EXERCISE AIM:
Omit the pictures and output exactly the lines from the start of the entries through the line containing "39H1355V349C1355 360.5 1345.5".

DATA TO EXAMINE:
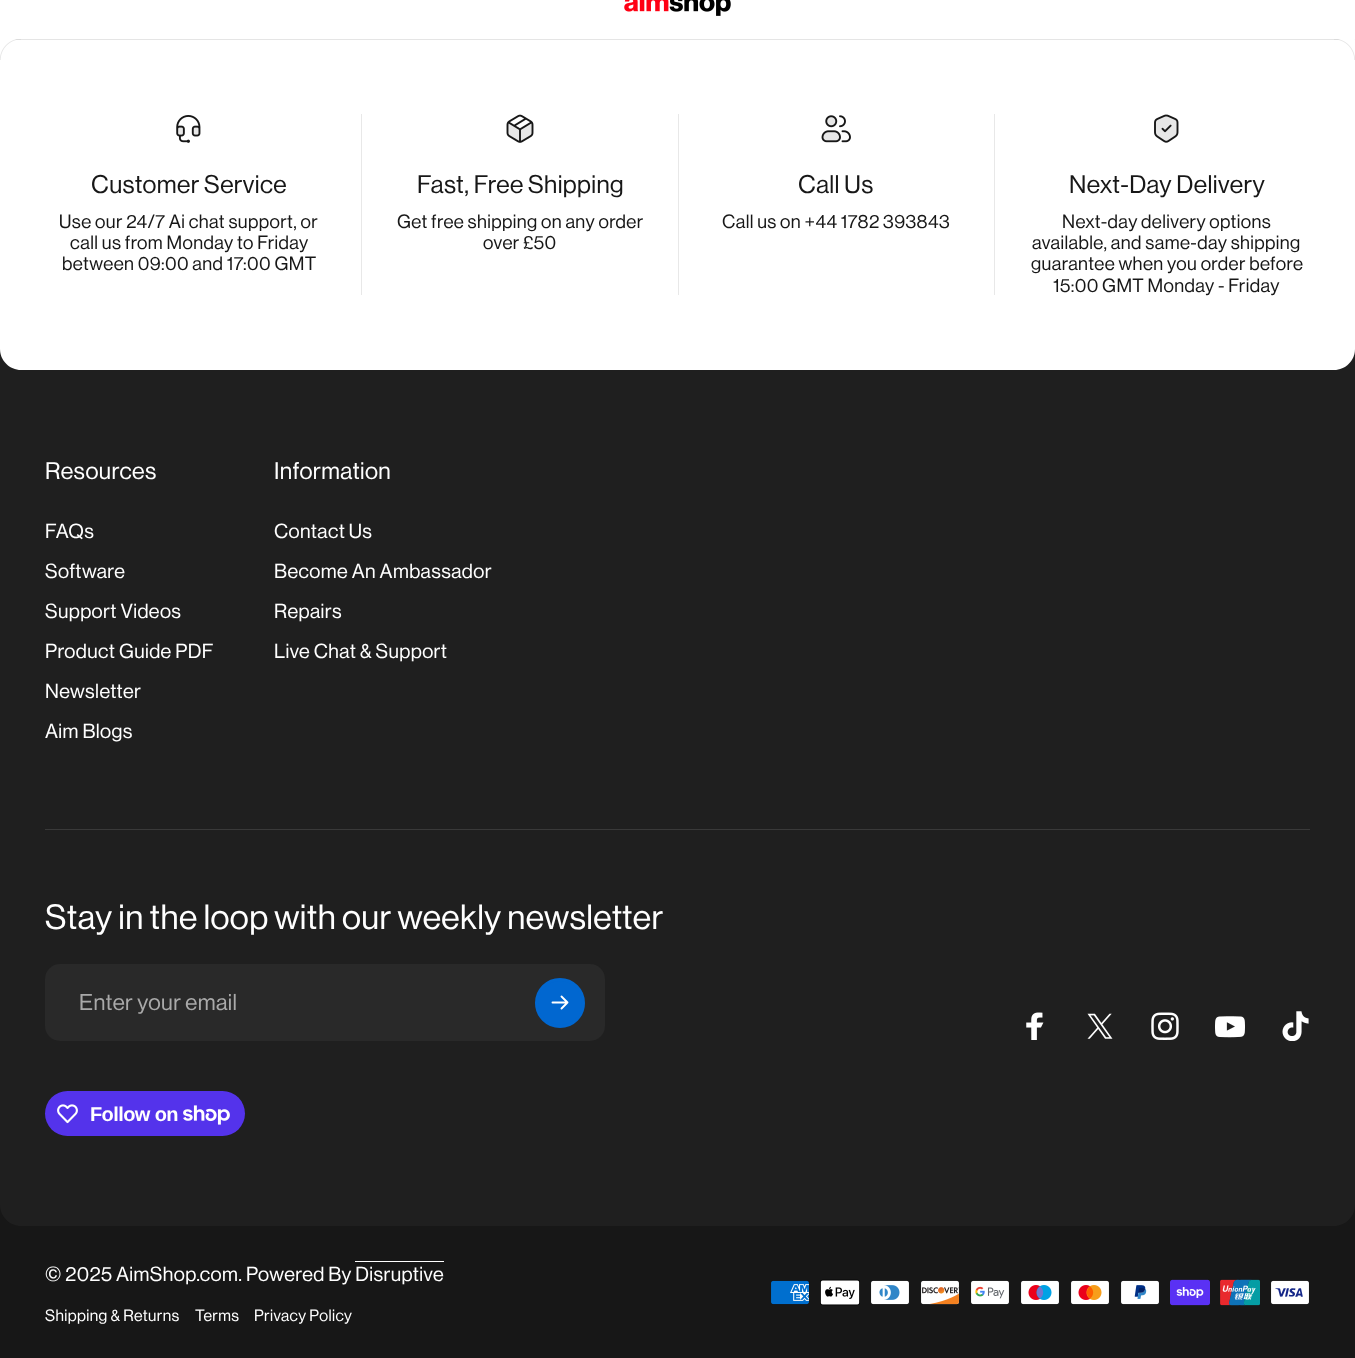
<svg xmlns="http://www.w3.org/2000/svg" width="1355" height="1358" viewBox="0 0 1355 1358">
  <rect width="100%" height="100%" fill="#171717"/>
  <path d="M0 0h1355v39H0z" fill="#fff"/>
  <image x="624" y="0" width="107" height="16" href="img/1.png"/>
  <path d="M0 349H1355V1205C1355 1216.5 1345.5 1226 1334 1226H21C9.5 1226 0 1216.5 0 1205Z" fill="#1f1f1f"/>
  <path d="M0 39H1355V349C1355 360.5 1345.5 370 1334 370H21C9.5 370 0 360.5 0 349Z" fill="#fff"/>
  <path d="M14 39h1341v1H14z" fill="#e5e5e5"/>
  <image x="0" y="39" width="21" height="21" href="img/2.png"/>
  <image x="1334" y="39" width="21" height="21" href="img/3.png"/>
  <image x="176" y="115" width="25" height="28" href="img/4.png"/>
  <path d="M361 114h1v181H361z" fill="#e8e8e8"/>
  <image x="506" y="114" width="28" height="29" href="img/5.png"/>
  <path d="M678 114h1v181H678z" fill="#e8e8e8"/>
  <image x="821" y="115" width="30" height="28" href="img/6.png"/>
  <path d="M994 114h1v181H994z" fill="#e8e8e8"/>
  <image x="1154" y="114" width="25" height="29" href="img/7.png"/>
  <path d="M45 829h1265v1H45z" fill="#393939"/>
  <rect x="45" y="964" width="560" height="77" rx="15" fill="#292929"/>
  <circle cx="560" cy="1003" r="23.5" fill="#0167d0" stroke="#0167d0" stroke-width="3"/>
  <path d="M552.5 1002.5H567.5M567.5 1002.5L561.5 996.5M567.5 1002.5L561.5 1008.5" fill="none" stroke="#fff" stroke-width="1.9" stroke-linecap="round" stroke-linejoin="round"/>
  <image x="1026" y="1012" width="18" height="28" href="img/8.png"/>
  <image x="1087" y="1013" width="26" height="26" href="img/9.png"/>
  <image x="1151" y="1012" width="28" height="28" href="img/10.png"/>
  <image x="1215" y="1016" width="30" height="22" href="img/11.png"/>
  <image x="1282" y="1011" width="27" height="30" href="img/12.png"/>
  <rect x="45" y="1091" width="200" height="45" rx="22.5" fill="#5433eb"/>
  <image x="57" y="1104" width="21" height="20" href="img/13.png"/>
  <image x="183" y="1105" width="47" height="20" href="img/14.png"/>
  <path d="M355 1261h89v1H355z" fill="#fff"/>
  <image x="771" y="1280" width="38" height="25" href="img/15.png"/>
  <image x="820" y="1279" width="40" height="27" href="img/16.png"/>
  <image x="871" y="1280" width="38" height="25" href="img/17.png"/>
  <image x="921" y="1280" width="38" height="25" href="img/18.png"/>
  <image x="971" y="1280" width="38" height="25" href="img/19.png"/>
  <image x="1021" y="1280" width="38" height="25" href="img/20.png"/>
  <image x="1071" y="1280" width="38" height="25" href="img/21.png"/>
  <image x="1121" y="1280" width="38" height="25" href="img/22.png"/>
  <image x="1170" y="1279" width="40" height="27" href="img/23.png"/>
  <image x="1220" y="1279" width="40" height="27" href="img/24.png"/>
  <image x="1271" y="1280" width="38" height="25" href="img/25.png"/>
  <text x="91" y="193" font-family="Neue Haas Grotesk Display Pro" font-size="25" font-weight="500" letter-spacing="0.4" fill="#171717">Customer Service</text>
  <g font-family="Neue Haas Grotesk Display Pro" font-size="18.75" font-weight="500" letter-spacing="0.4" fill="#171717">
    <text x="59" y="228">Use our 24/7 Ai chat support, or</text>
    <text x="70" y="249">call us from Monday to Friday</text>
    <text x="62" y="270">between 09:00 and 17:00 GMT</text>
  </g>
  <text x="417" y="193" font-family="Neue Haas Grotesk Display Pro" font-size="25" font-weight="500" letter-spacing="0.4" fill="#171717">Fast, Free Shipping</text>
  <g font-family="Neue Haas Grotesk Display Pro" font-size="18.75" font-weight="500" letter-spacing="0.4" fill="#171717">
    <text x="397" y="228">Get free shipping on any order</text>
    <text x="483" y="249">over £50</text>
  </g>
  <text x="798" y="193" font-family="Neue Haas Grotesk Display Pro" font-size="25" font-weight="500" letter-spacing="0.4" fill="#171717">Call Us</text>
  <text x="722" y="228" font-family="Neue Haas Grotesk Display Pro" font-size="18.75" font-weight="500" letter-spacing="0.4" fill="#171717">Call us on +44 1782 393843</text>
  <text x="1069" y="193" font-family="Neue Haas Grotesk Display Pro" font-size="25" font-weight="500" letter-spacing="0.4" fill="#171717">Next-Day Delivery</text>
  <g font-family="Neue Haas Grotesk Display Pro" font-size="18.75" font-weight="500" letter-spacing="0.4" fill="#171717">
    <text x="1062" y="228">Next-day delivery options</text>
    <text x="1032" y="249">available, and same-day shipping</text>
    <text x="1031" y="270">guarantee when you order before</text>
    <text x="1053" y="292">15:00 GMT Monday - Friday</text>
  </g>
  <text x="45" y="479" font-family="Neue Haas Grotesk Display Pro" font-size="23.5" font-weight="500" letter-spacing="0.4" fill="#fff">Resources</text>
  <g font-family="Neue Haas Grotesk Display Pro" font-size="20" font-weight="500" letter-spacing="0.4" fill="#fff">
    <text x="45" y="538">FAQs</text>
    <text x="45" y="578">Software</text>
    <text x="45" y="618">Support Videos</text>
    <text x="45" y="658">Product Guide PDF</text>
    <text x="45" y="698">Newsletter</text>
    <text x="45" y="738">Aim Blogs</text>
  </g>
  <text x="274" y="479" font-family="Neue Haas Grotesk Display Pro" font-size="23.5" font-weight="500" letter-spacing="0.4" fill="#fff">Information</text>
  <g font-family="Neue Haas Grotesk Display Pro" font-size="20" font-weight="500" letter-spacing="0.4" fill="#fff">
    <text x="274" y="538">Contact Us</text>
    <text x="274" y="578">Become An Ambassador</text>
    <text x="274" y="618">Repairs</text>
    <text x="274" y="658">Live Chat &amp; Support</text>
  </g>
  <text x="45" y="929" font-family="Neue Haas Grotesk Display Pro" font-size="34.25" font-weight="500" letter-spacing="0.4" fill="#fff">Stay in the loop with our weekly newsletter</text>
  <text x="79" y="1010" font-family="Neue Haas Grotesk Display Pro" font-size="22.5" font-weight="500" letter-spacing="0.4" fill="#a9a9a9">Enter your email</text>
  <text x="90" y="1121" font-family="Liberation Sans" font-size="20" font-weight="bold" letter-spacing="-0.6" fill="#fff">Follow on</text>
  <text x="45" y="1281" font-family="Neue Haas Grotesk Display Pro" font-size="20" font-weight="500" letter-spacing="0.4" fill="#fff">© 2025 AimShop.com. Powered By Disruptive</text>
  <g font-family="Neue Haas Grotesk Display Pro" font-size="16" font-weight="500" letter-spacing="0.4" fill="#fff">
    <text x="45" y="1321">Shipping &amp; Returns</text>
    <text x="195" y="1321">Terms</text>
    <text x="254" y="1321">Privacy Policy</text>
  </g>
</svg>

RESULT FOR THIS EXERCISE:
<svg xmlns="http://www.w3.org/2000/svg" width="1355" height="1358" viewBox="0 0 1355 1358">
  <rect width="100%" height="100%" fill="#171717"/>
  <path d="M0 0h1355v39H0z" fill="#fff"/>
  <image x="624" y="0" width="107" height="16" href="img/1.png"/>
  <path d="M0 349H1355V1205C1355 1216.5 1345.5 1226 1334 1226H21C9.5 1226 0 1216.5 0 1205Z" fill="#1f1f1f"/>
  <path d="M0 39H1355V349C1355 360.5 1345.5 370 1334 370H21C9.5 370 0 360.5 0 349Z" fill="#fff"/>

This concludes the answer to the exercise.